• [To do]:
Your task is to copy each line in the listing that includes the word "Rahnsdorfer".

***

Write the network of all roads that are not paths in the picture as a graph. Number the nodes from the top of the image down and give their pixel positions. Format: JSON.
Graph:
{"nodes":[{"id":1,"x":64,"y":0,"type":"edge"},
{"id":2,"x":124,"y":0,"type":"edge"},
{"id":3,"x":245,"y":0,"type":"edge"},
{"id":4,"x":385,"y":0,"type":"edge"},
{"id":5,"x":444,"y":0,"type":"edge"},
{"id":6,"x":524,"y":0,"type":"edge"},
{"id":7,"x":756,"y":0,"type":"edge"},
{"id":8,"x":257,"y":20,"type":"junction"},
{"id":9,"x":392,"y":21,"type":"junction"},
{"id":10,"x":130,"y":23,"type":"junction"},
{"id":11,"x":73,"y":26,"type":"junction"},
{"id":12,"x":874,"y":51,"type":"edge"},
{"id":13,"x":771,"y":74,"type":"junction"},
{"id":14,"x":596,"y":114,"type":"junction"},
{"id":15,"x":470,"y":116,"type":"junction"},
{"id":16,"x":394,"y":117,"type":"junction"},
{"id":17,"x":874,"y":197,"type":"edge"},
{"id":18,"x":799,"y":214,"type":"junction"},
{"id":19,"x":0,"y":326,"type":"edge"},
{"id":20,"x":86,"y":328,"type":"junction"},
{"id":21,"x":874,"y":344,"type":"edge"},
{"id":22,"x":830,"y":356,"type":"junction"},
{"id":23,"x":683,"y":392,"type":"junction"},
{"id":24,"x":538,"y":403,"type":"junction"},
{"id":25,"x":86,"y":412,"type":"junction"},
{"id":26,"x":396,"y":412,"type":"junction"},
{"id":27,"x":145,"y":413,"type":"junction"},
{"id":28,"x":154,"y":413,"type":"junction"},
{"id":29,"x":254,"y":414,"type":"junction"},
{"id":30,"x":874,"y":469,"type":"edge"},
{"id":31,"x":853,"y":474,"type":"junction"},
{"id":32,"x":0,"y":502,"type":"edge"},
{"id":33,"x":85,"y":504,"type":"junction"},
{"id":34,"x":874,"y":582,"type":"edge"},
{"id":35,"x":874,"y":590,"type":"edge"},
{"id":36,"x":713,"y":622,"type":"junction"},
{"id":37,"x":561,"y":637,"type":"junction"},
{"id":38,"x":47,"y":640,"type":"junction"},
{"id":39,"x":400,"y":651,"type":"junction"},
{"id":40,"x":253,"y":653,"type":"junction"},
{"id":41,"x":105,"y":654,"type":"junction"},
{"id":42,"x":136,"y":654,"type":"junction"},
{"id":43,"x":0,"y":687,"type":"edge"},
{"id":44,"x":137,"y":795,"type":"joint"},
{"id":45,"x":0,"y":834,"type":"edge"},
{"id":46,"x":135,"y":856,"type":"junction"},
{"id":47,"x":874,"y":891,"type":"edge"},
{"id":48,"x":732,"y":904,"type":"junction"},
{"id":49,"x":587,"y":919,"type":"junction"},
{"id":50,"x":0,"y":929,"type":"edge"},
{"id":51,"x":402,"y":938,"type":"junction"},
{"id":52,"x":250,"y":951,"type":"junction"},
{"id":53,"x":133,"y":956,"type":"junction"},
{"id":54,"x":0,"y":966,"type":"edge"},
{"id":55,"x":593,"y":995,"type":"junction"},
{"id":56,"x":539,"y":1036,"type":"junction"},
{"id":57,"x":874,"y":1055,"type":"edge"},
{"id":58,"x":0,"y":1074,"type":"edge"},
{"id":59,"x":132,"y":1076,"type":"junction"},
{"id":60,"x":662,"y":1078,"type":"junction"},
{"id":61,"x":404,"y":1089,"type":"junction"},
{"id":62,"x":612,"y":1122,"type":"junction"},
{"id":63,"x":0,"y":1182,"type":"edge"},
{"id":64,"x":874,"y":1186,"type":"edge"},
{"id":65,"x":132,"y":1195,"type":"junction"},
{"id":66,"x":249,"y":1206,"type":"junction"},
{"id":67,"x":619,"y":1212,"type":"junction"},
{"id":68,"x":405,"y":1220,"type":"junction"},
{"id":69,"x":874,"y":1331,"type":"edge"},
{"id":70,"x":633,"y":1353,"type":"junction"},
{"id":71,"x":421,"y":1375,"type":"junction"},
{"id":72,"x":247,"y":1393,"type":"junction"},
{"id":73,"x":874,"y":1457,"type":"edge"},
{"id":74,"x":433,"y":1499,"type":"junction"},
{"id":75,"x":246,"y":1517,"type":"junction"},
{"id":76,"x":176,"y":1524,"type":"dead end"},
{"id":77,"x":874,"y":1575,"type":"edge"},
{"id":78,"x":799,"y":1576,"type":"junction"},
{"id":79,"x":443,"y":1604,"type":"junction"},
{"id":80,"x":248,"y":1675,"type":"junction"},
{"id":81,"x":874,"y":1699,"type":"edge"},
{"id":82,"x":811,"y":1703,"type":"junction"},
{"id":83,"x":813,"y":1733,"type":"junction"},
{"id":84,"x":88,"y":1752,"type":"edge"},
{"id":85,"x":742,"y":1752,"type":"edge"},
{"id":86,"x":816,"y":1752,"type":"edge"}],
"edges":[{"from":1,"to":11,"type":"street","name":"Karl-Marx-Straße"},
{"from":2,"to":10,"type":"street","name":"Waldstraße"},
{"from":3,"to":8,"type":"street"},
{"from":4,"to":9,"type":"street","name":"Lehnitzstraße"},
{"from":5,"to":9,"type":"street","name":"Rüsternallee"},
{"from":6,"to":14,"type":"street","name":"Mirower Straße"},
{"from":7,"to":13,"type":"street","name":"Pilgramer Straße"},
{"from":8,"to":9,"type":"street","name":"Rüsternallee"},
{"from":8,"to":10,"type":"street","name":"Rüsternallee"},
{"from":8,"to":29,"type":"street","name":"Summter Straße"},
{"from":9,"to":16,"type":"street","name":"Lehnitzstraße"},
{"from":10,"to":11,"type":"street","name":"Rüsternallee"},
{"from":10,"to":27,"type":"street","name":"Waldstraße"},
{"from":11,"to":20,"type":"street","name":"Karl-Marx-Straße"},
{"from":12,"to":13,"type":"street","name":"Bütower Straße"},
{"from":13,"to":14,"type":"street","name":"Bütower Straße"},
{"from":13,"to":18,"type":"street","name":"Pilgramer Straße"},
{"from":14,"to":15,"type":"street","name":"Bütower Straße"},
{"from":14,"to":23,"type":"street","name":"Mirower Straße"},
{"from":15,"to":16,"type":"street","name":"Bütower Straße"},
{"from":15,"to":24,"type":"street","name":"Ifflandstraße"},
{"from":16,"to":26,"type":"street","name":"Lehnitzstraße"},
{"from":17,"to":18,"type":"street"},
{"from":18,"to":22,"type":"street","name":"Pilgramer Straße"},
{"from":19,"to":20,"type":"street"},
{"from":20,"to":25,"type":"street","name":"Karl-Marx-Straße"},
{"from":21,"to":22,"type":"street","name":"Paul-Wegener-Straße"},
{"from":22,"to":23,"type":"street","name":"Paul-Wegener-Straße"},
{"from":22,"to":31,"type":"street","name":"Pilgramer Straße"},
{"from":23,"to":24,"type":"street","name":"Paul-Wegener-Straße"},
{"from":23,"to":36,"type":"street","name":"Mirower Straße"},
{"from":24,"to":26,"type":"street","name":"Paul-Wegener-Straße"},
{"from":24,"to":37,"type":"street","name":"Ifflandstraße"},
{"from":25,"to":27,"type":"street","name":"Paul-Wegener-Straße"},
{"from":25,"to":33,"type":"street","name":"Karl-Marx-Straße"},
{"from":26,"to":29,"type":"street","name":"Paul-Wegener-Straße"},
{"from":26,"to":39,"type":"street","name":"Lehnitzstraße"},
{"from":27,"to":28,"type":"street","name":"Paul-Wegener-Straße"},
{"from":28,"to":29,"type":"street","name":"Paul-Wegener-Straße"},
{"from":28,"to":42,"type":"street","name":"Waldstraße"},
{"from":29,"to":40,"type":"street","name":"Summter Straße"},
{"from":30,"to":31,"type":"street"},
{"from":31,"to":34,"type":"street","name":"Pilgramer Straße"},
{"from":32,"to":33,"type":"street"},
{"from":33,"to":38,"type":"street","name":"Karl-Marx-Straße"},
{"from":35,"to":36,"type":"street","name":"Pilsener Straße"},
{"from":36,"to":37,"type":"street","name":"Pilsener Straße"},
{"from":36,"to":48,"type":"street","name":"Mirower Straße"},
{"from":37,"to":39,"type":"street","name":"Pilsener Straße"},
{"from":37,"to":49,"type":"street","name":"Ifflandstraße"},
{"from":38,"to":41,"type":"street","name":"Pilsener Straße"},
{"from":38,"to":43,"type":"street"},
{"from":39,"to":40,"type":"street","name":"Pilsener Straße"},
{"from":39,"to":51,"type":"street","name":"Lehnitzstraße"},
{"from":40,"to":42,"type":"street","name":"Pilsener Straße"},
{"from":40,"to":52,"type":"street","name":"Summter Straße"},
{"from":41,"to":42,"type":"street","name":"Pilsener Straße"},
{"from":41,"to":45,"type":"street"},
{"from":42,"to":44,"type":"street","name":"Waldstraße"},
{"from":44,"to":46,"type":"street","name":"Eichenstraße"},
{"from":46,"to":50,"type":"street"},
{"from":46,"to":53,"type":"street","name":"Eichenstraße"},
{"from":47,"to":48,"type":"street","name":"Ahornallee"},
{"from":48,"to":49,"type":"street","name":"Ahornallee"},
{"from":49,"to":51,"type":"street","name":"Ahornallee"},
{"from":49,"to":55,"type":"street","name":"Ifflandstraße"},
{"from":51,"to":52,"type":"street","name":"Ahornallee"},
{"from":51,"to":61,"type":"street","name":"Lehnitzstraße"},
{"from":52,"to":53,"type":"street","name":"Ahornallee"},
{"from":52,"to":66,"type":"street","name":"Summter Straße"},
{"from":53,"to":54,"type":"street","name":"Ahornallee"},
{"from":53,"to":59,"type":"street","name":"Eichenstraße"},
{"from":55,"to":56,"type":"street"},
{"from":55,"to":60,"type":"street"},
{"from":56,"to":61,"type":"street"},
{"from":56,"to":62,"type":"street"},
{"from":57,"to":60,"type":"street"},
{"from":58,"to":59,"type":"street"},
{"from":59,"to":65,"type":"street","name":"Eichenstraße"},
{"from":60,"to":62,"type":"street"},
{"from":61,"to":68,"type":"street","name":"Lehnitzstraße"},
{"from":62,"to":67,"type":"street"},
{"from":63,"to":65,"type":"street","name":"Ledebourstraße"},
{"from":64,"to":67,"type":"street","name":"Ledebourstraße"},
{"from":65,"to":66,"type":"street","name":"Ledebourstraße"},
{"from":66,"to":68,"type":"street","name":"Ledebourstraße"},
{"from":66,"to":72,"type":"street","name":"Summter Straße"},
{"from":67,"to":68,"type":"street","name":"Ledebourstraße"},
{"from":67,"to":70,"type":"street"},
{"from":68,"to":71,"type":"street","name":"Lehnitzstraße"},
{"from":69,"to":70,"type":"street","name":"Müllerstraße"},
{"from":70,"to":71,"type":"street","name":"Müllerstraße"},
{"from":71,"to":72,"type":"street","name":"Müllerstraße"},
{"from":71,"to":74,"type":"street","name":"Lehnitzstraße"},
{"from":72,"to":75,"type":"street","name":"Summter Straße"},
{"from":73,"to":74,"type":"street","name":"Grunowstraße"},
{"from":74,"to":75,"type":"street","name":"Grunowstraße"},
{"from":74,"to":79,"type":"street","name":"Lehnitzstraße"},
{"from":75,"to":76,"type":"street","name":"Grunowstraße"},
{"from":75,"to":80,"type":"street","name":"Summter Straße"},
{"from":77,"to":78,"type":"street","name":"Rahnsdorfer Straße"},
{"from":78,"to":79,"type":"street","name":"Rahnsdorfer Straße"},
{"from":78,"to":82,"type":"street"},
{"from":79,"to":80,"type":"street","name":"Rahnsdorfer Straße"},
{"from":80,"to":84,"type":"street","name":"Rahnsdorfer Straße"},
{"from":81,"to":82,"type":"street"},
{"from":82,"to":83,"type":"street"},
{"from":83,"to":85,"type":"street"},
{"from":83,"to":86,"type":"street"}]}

***

• [Output]:
{"from":77,"to":78,"type":"street","name":"Rahnsdorfer Straße"},
{"from":78,"to":79,"type":"street","name":"Rahnsdorfer Straße"},
{"from":79,"to":80,"type":"street","name":"Rahnsdorfer Straße"},
{"from":80,"to":84,"type":"street","name":"Rahnsdorfer Straße"},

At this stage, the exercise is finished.